V - De certeza que sim, mas a Marie é uma caixinha de milhões de coisas em simultâneo. Este livro é só a primeira complicação da construção daquela menina que, de repente, apareceu com aquelas roupas num programa de televisão que a projeta ainda mais e que leva as pessoas a questionarem: quem é? É também o desconstruir do nome que ela própria criou para ela, La Vie de Marie [a vida de Marie]. Mas neste livro também está a Nelinha, e isso é bonito. As pessoas vão conseguir conhecê-la e há algumas fotografias dela em pequenina, porque por trás de quem construímos fica sempre aquela criança que continuamos a ser... E este livro é isso.
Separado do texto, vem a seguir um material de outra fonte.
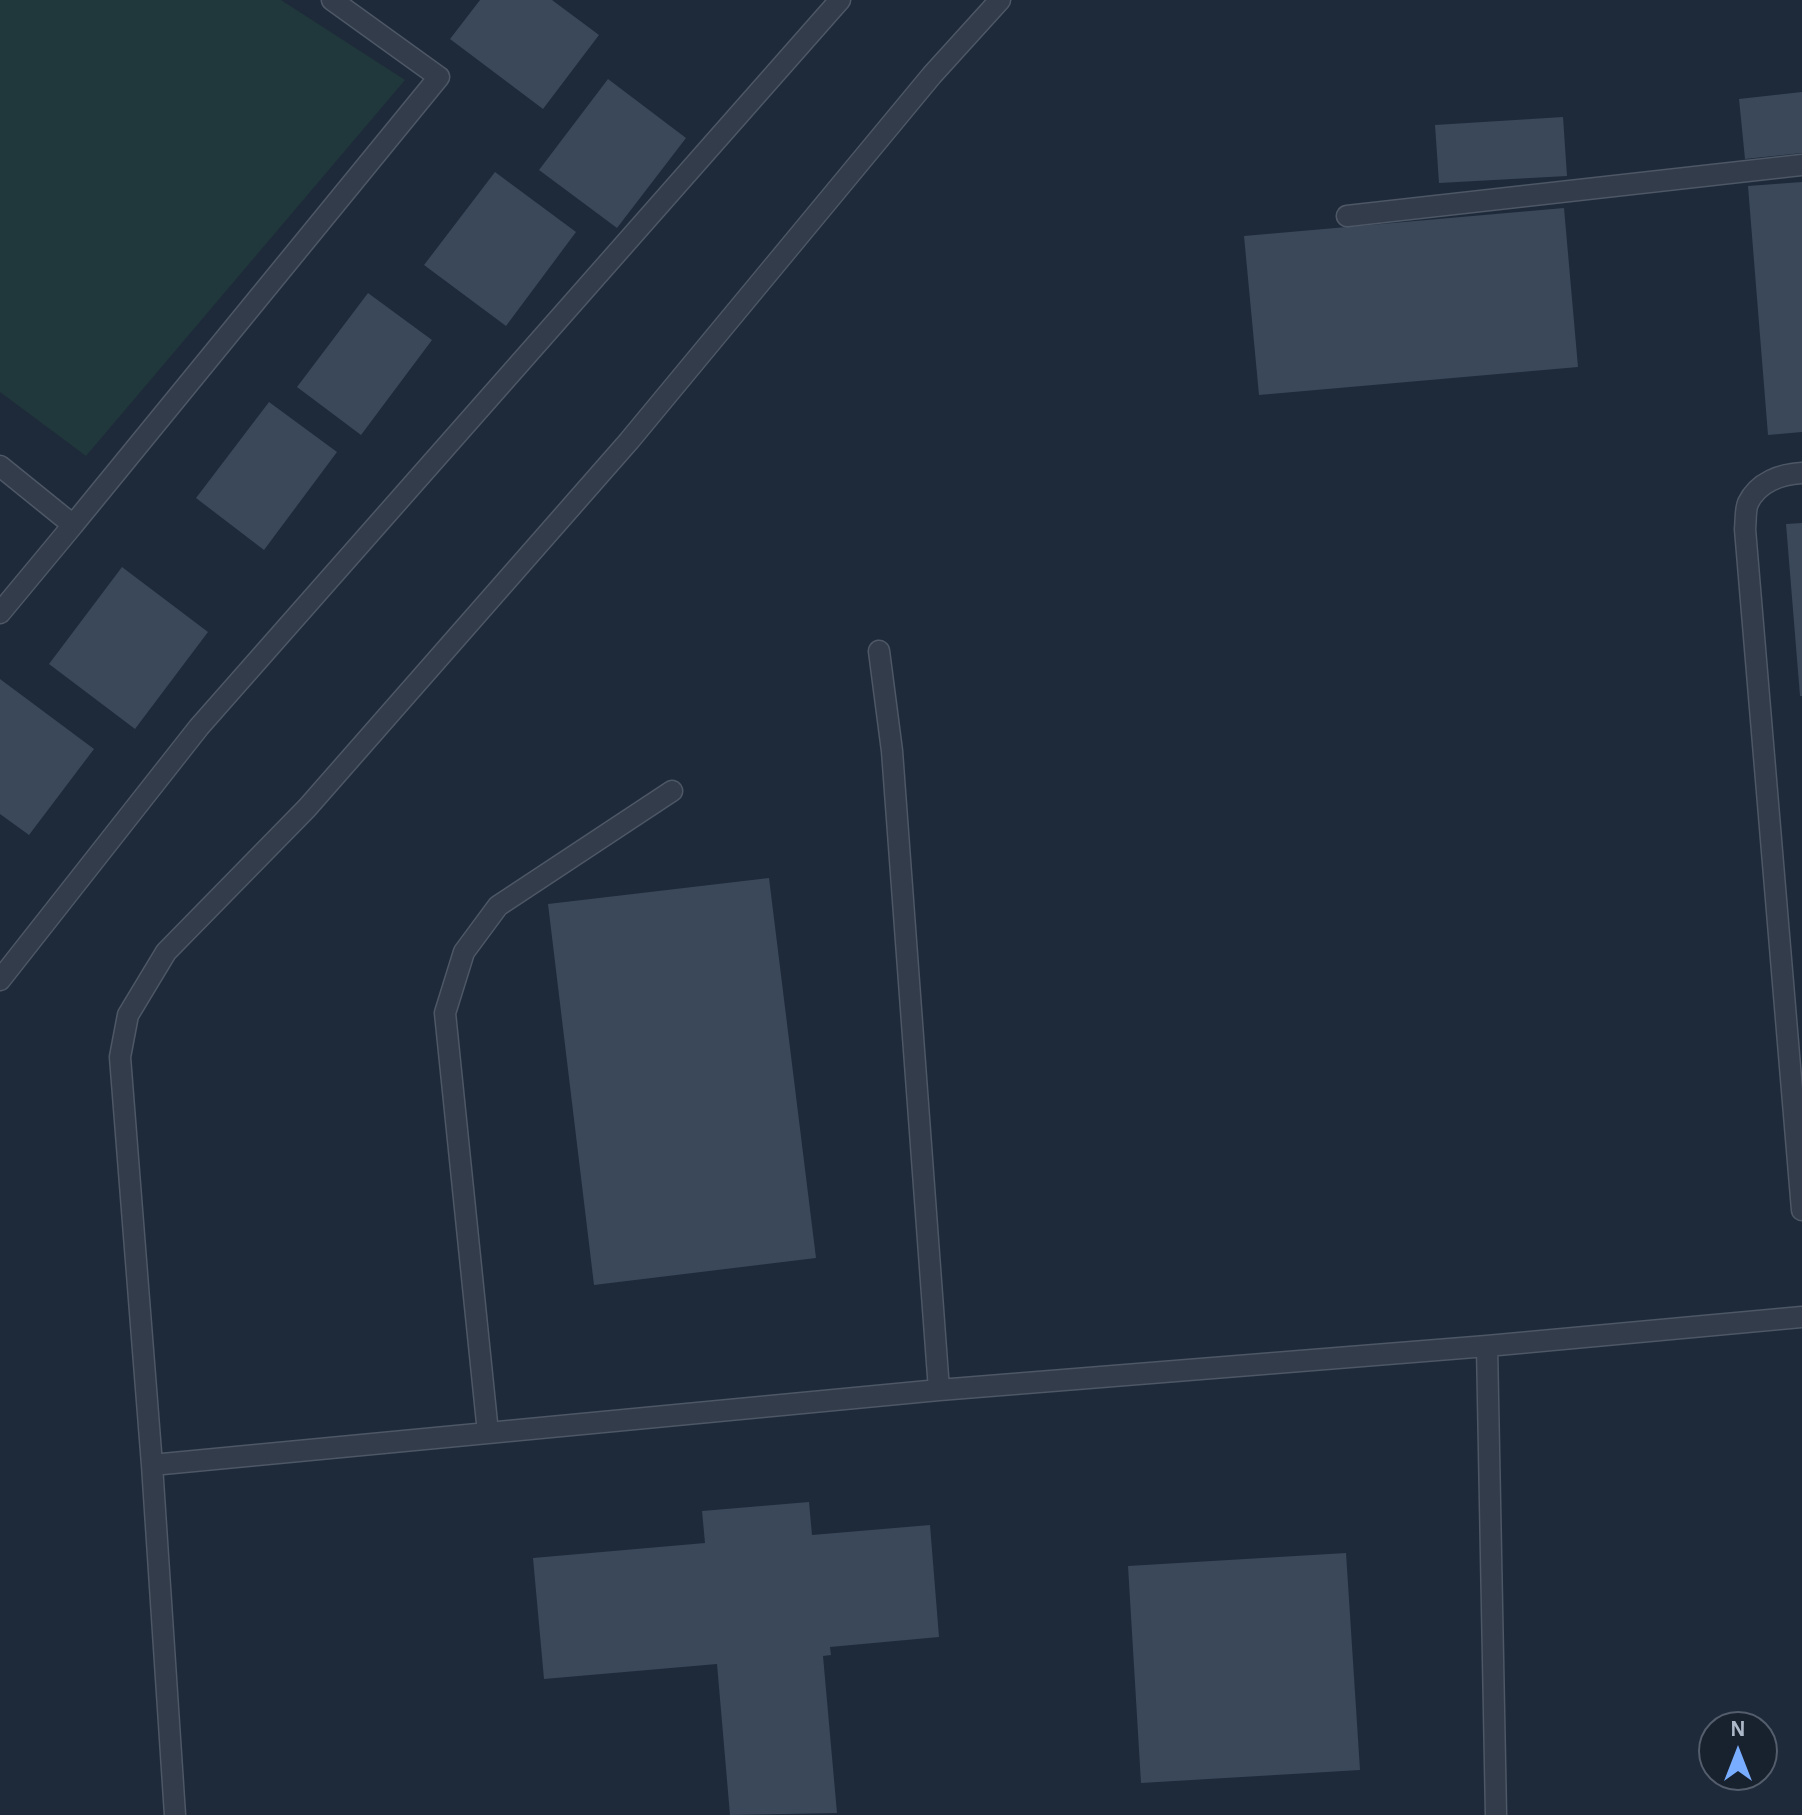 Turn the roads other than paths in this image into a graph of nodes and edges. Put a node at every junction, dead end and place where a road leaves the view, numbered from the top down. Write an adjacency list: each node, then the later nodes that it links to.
1 (332, 0): 8 (lane)
2 (840, 0): 12 (lane)
3 (1000, 0): 18 (lane)
4 (1802, 165): 5 (lane)
5 (1347, 216)
6 (0, 466): 8 (lane)
7 (1802, 473): 13 (lane)
8 (73, 525): 9 (lane)
9 (0, 613)
10 (879, 651): 16 (lane)
11 (672, 791): 17 (lane)
12 (0, 980)
13 (1802, 1210)
14 (1802, 1317): 15 (lane)
15 (1487, 1346): 16 (lane); 20 (lane)
16 (939, 1390): 17 (lane)
17 (488, 1433): 18 (lane)
18 (152, 1465): 19 (lane)
19 (175, 1815)
20 (1496, 1815)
Além de ficar a conhecer melhor a tua história, que mais pode esperar quem decidir 'mergulhar' neste livro?
M - O livro é toda a uma viagem interna, é todo o processo de uma criança a tentar perceber o que está a acontecer, ao mesmo tempo a tentar procurar várias formas de expressão, no meu quarto, no meu visual. É a viagem que muitas pessoas sentem, mas ainda não têm consciência do porquê de a estarem a passar. Estas buscas para conseguir encontrar-me eram na verdade uma procura pela felicidade. É toda esta viagem de como me sentia, de como lidei com estes processos, como me tornei esta pessoa, que ainda mudará ao longo da vida. Acho que é interessante, tanto visualmente como na escrita. A forma como os textos têm diferentes formas de escrita, porque são diferentes versões de mim, e tentar chegar às respostas. Acho que muitos adolescentes, e até adultos, podem identificar-se com ele... Todos aqueles que não tiveram oportunidade ou espaço de ser quem queriam ser.
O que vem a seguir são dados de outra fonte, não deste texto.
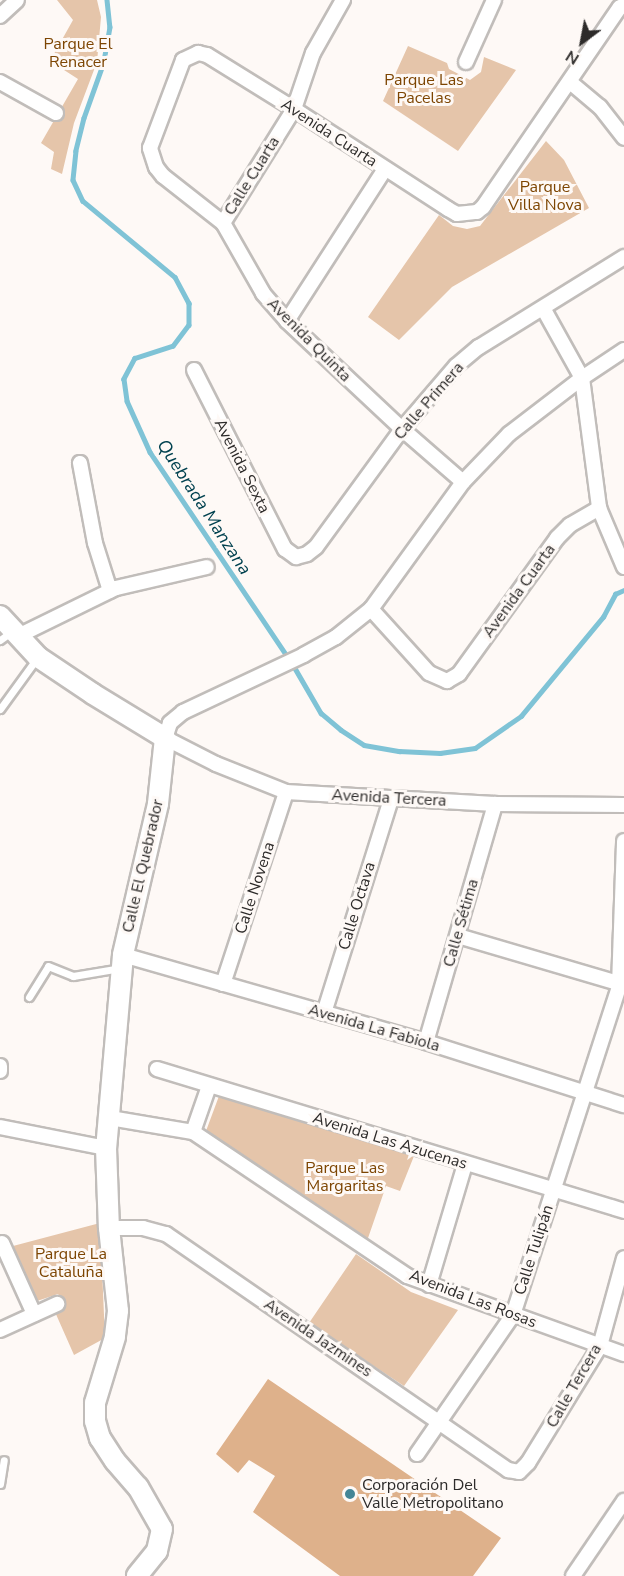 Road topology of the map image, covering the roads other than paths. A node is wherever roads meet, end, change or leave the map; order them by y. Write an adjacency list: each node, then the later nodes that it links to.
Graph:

E tu, Marie, já és quem queres ser?
M - Acho que em comparação com o que já fui, e com a forma como me senti comigo, acho que sim. Sou o que quero ser a partir do momento em que estou bem comigo e gosto de mim. Acho que a partir de agora é uma evolução daquilo que sinto que sou. Acho que ainda vou evoluir muito mais, vou fazer por isso.
V - Óbvio que sim. A vida é um processo, uma aprendizagem constante e queria acrescentar só isso. A Marie diz que enfrentou os distúrbios alimentares e outros problemas aceitando-se e este livro é isso: uma declaração de amor a nós próprios, a aceitação de quem somos, e só por isso é uma inspiração. Nós vamos passar o resto da nossa vida connosco, temos de nos amar tal como somos.